### SOURCE DATA:
___

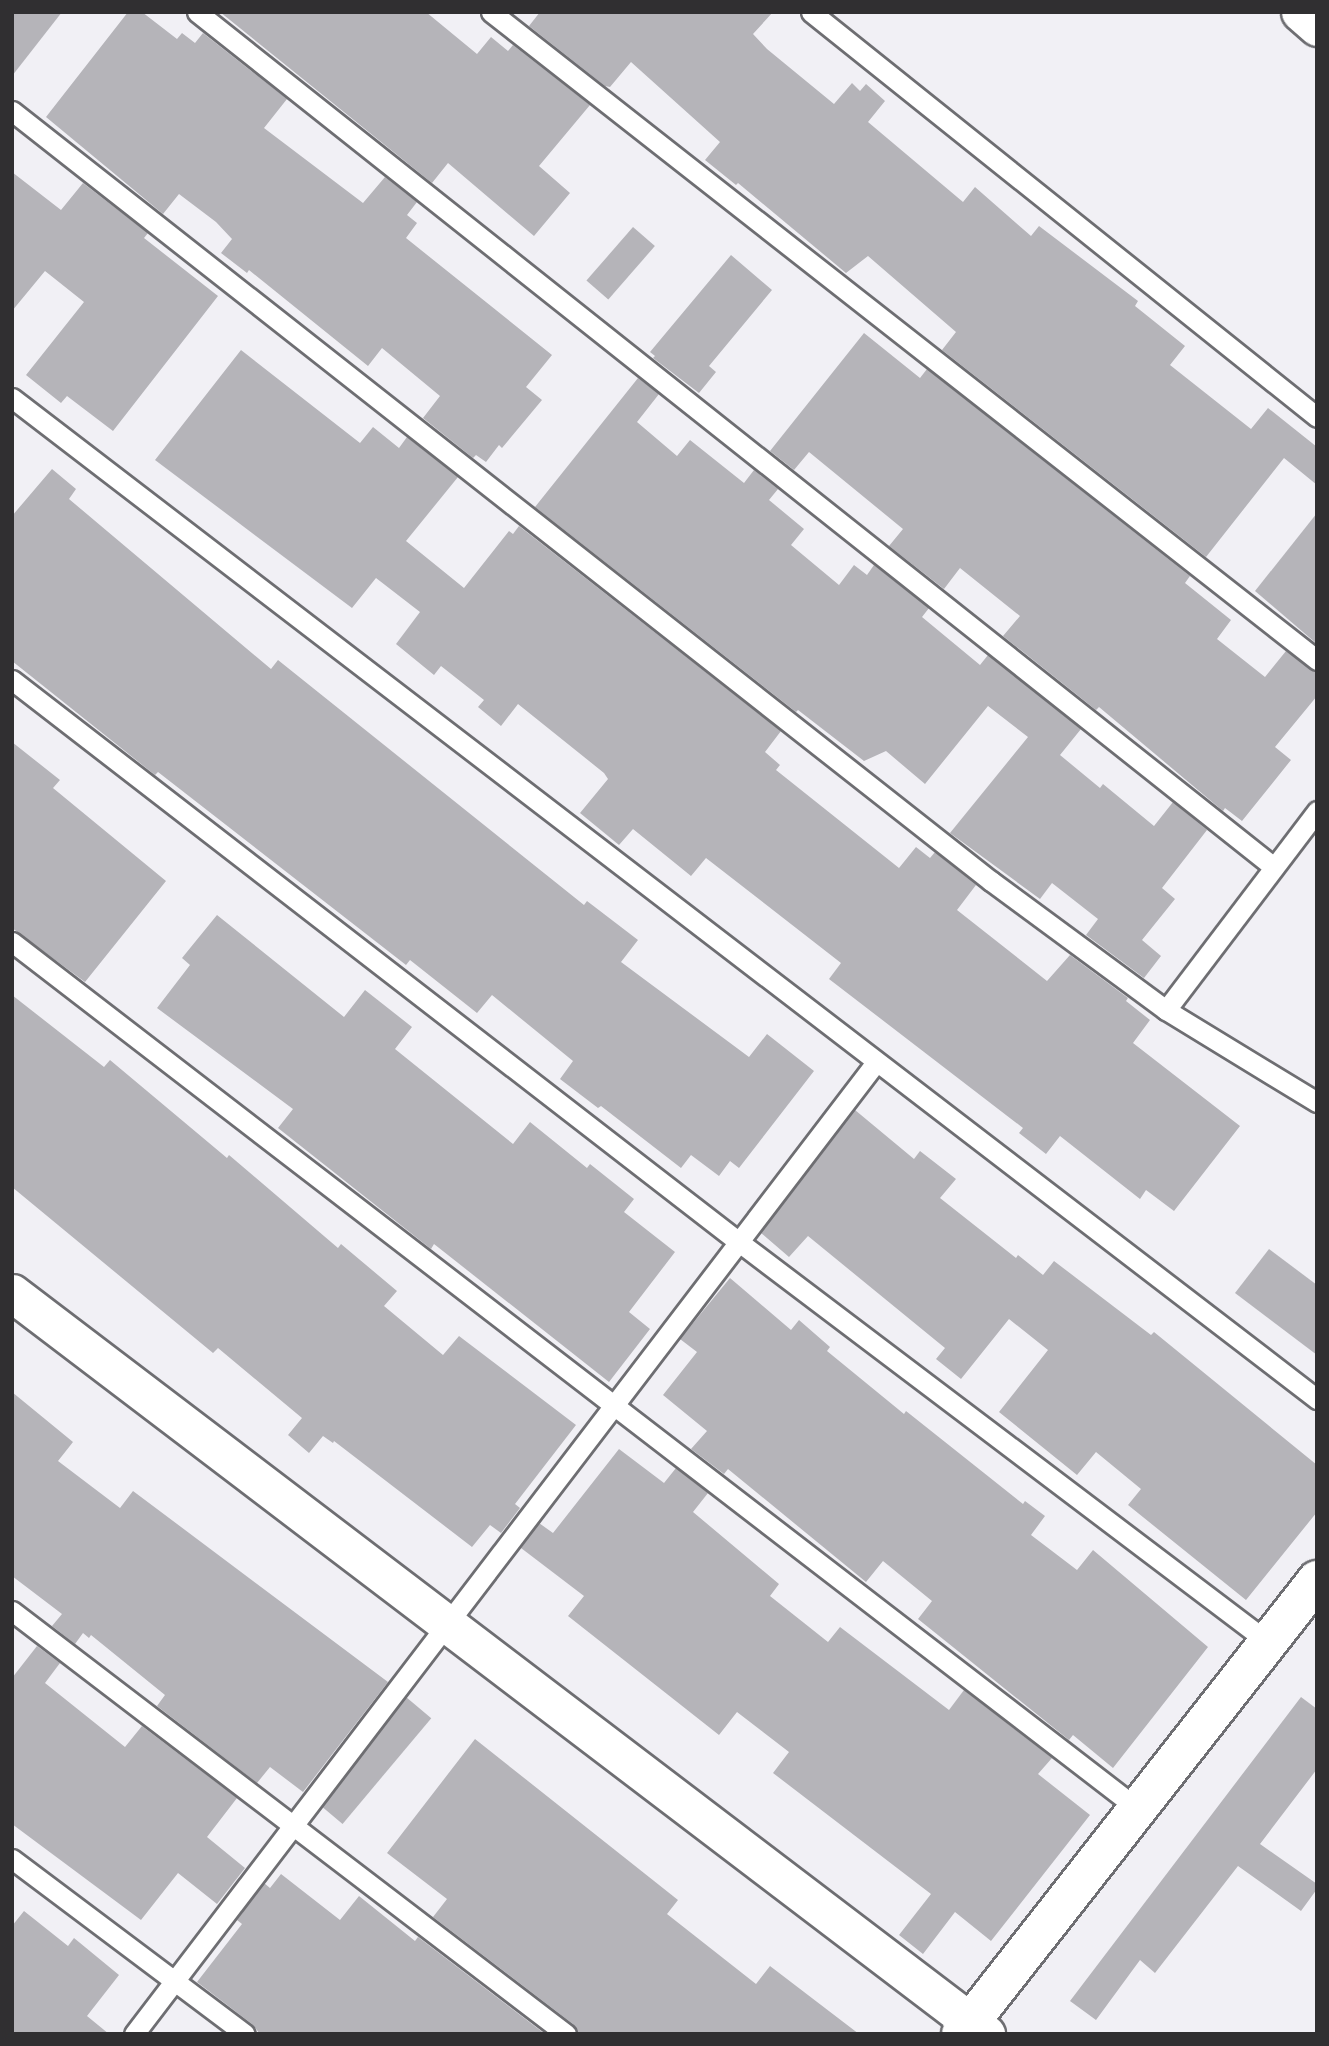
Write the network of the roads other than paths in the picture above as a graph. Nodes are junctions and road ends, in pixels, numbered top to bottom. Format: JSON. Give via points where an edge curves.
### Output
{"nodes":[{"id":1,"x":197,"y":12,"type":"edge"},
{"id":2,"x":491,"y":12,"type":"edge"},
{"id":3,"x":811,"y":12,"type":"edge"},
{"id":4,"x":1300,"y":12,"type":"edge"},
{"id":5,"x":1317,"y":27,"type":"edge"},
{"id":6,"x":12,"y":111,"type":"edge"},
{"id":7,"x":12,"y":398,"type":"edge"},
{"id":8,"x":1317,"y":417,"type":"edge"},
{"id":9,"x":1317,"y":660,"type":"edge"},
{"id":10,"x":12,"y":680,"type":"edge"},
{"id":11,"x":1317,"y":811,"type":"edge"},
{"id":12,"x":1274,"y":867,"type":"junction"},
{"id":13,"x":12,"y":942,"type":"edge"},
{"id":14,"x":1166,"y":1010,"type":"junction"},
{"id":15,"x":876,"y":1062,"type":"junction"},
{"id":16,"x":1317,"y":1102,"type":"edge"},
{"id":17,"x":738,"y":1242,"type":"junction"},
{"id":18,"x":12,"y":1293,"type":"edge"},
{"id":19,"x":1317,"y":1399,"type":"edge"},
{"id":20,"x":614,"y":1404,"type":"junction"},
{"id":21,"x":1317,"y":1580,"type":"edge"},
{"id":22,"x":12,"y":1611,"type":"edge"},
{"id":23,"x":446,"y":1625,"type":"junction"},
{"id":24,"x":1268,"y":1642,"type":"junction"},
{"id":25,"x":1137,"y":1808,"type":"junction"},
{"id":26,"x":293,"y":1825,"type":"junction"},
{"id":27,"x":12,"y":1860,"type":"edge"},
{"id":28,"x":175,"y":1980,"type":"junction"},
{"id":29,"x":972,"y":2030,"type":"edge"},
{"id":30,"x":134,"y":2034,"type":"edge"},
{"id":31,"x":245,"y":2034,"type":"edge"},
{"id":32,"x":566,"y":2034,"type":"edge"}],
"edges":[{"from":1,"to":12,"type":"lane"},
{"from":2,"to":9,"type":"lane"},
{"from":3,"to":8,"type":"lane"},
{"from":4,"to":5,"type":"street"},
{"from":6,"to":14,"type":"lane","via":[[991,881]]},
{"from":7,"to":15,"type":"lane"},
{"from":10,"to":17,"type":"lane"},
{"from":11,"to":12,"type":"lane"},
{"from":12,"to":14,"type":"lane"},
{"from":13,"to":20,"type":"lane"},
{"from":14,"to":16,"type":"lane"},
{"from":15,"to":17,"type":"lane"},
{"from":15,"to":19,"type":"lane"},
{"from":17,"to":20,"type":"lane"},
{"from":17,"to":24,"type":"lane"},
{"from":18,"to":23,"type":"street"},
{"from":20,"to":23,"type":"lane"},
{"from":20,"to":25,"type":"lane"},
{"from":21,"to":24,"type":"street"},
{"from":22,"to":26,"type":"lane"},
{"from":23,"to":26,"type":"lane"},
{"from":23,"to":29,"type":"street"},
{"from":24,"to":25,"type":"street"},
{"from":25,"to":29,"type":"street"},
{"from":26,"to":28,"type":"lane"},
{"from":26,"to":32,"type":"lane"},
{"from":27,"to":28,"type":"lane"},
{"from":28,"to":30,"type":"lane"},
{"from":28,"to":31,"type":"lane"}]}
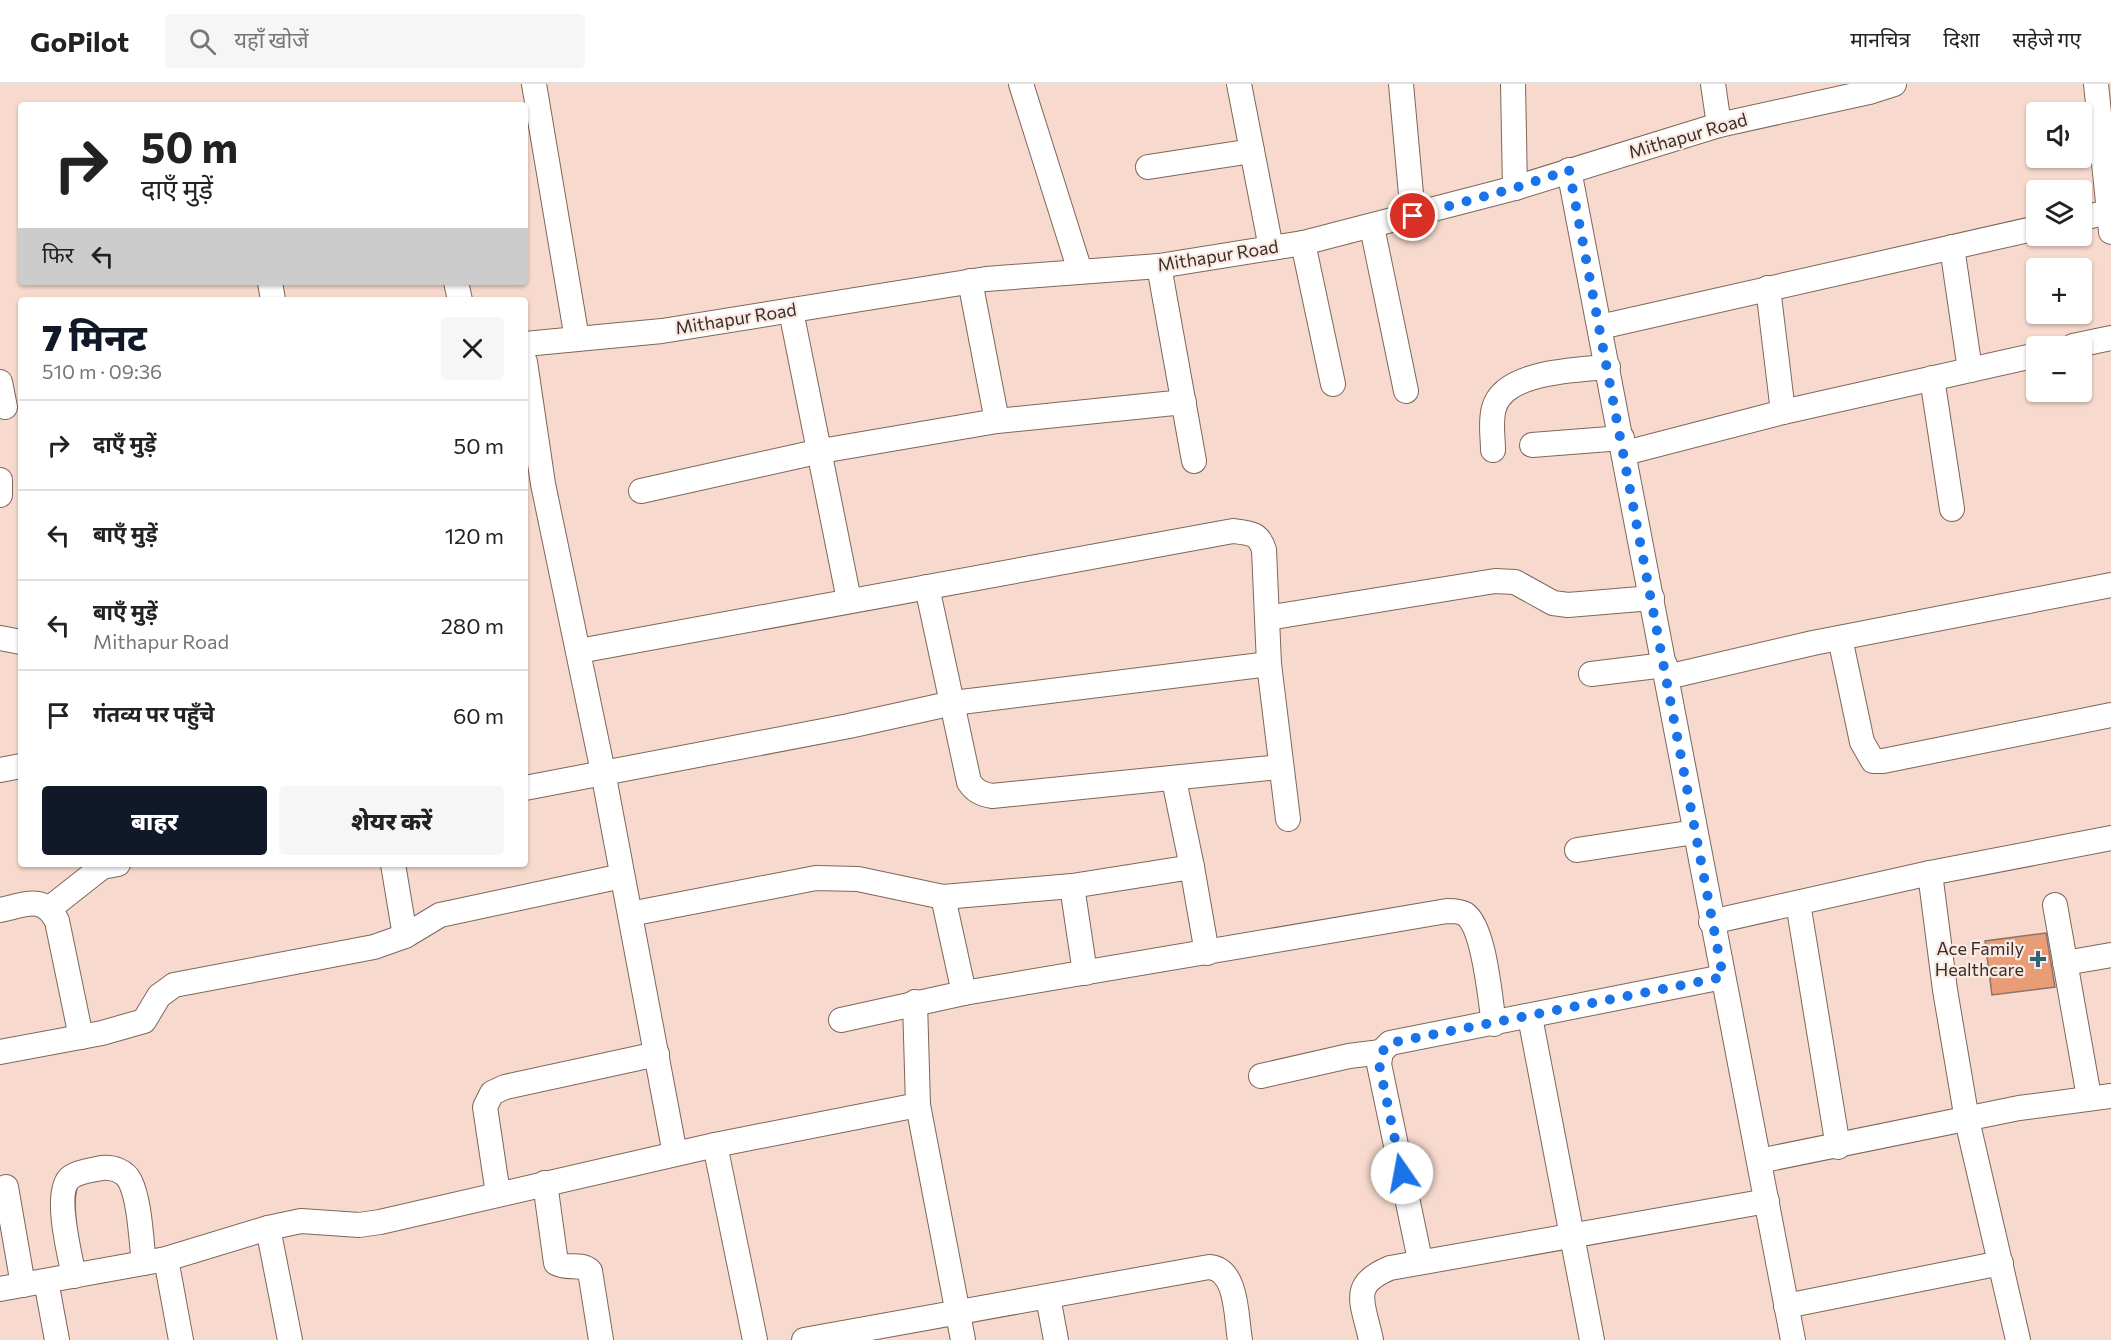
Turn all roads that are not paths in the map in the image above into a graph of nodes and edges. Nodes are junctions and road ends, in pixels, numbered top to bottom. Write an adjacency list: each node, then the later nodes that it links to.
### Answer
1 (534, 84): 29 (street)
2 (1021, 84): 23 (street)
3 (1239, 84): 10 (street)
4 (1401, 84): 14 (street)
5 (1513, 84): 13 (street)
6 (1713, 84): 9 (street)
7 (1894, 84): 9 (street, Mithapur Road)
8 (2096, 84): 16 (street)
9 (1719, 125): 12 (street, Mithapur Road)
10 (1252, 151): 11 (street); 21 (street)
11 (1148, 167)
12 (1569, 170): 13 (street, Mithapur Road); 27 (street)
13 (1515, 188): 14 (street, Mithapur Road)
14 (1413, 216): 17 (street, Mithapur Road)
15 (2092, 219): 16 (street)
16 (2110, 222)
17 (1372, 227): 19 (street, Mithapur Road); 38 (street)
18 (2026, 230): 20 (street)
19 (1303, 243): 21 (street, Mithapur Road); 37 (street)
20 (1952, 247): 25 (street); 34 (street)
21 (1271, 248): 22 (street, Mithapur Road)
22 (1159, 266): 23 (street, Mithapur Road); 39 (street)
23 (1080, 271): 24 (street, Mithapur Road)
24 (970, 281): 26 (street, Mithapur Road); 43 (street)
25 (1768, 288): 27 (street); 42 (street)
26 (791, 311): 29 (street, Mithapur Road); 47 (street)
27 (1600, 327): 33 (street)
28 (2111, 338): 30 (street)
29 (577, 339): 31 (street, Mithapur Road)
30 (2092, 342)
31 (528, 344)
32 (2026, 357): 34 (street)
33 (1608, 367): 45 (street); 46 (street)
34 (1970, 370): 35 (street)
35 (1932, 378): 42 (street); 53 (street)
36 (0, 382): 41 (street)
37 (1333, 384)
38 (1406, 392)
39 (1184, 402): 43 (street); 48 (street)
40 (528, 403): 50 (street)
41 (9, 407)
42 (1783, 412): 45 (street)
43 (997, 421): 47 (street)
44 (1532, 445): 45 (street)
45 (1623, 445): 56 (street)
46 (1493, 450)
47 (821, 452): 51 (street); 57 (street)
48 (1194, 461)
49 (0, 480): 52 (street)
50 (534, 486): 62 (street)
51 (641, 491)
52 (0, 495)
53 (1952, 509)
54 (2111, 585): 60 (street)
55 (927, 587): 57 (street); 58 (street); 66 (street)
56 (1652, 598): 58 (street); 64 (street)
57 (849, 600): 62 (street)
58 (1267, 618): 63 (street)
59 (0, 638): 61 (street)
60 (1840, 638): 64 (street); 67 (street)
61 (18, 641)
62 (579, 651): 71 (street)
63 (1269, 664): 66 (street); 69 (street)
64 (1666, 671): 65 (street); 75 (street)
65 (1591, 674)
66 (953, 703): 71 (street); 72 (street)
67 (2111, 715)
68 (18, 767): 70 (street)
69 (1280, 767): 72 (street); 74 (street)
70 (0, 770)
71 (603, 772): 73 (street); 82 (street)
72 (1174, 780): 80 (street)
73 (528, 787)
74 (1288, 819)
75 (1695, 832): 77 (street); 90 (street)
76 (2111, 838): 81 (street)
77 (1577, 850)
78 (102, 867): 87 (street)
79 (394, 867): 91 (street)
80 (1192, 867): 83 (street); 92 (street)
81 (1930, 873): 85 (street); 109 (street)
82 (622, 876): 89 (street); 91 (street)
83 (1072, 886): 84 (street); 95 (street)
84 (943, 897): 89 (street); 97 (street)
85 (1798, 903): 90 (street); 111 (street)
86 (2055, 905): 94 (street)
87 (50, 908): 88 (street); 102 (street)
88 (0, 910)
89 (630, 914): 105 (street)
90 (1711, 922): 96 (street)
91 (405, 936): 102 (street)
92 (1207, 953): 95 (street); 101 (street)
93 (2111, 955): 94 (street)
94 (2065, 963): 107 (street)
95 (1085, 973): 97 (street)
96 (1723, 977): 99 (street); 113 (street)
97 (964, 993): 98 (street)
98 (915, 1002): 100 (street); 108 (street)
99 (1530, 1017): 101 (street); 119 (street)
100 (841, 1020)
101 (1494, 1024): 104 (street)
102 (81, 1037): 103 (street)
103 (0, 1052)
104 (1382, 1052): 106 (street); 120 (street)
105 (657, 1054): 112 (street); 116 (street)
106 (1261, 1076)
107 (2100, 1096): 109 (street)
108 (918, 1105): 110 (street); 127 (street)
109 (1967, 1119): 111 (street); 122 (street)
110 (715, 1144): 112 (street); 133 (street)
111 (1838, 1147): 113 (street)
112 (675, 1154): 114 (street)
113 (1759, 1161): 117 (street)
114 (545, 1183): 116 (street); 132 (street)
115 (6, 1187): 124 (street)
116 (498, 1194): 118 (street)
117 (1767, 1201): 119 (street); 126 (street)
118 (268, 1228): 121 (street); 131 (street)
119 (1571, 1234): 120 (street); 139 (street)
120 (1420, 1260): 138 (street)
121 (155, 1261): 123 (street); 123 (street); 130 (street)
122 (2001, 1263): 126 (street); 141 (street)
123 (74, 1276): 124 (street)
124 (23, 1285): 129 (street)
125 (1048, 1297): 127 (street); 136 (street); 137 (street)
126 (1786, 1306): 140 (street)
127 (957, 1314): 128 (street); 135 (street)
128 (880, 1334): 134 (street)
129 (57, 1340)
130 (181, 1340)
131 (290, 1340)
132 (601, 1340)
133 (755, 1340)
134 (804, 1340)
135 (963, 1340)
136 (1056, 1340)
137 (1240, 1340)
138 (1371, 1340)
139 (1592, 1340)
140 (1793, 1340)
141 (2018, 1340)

___

### PROBLEM DETAILS:
Sift the material for lines that include the word "edges", and copy each one.

### EXERCISE SOLUTION:
"edges":[{"from":1,"to":12,"type":"lane"},
Turn all roads that are not paths in the map in the image above into a graph of nodes and edges. Nodes are junctions and road ends, in pixels, numbered top to bottom. Write an adjacency list: each node, then the later nodes that it links to.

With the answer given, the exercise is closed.